- A Zimbabwe coup has removed President Robert Mugabe, 93, from power
- His wife, Grace, is reportedly now in Namibia
- Zanu PF party is now in power and have taken over the national broadcaster, ZBC and the paper The Herald
- Boris Johnson joins the EU’s calls for peace in the region, and the US embassy is currently closed
The Zimbabwe coup has removed President Robert Mugabe, 93, from power after the country’s army seized power overnight.
Gunshots and explosions have been heard in the capital as former vice present Emmerson Mnangagwa has taken over.
The ruling party ZANU PF has said in a statement that it is a “bloodless peaceful transition” to rid of the “corrupt and crooked persons.”
But is it still safe for British travellers and nationals in the country?
The Foreign and Commonwealth Office (FCO) recommend British nationals currently in Harare to remain safely at home until more about the situation is known.
The website states: “Due to the uncertain political situation in Harare, including reports of unusual military activity, we recommend British nationals currently in Harare to remain safely at home or in their accommodation until the situation becomes clearer.
It also advises to steer clear of any political protests or demonstrations: “You should avoid political activity, or activities which could be considered political, including political discussions in public places and criticism of the President.
“You should avoid all demonstrations and rallies. The authorities have sometimes used force to suppress demonstrations.”
The removal of President Mugabe followed news that his wife, Grace, was looking to follow in her husband’s footsteps as leader of Zimbabwe.

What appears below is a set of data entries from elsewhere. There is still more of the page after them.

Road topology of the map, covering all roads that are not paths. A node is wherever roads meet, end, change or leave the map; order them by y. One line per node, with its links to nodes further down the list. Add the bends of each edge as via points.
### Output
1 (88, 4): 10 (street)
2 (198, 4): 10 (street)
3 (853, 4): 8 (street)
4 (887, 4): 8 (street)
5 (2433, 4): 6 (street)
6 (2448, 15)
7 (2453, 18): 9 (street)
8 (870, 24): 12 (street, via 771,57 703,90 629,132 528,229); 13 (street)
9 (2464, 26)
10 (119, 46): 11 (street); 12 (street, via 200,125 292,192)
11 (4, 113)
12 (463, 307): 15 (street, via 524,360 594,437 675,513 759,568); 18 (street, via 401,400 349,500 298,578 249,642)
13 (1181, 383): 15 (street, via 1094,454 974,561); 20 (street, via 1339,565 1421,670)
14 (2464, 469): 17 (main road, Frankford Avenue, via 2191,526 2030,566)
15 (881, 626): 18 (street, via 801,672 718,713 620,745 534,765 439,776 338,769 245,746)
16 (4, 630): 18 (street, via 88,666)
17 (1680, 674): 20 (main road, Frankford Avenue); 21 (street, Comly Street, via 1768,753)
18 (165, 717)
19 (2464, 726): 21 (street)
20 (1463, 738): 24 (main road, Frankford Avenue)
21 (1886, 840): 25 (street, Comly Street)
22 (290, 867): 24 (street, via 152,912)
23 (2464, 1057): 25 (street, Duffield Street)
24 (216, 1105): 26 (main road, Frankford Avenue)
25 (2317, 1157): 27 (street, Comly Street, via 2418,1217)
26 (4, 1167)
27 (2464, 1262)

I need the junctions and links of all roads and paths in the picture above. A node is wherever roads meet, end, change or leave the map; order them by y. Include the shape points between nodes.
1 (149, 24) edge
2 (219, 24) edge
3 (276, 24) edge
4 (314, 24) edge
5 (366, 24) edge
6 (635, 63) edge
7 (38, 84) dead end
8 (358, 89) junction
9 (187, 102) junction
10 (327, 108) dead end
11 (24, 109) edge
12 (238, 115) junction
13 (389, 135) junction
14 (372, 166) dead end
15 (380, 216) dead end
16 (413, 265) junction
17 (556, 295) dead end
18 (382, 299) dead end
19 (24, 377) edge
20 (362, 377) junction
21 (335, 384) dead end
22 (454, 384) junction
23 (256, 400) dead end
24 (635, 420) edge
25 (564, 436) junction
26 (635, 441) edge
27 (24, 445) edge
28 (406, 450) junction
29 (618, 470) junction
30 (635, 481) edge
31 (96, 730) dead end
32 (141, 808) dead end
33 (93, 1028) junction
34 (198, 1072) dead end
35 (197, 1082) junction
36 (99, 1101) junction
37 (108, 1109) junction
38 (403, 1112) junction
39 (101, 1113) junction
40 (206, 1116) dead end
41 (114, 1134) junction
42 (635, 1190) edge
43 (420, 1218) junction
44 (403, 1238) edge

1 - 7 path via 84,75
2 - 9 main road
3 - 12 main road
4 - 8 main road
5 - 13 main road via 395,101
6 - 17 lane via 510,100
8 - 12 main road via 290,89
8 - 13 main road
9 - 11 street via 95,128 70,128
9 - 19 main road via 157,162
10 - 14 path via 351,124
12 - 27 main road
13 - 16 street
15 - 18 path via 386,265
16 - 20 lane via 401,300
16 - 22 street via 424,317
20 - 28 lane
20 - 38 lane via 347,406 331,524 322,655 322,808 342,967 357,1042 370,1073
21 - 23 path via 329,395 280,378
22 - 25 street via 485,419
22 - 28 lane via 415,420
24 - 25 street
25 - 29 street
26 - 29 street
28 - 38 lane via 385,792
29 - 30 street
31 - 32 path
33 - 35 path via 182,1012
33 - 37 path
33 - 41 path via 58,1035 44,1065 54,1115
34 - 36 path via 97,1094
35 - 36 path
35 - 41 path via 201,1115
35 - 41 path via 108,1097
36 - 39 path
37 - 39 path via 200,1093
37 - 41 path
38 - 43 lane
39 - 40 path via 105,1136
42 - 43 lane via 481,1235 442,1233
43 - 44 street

A statement from ZANU PF Party said: “Last night the first family was detained and are safe, both for the constitution and the sanity of the nation this was necessary. Neither Zimbabwe nor ZANU are owned by Mugabe and his wife.
“Today begins a fresh new era and comrade Mnangagwa will help us achieve a better Zimbabwe.
“ZANU PF has a way of solving our own problems, the situation is stable and Zimbabwe is open for business.”
The country in South Africa, previously named Rhodesia, declared independence from the UK in 1965, which was only recognised in 1980.
Zimbabwe has suffered from severe droughts and land reform programmes in which productivity has suffered since 2000, leading many to leave the country in search of work.
British travellers who head to the country visit the famous Victoria Falls, one of the seven natural wonders of the world.
Holidaymakers visit the natural site to see the “ultimate infinity pool” during dry season where they can get a photograph on the edge of the water.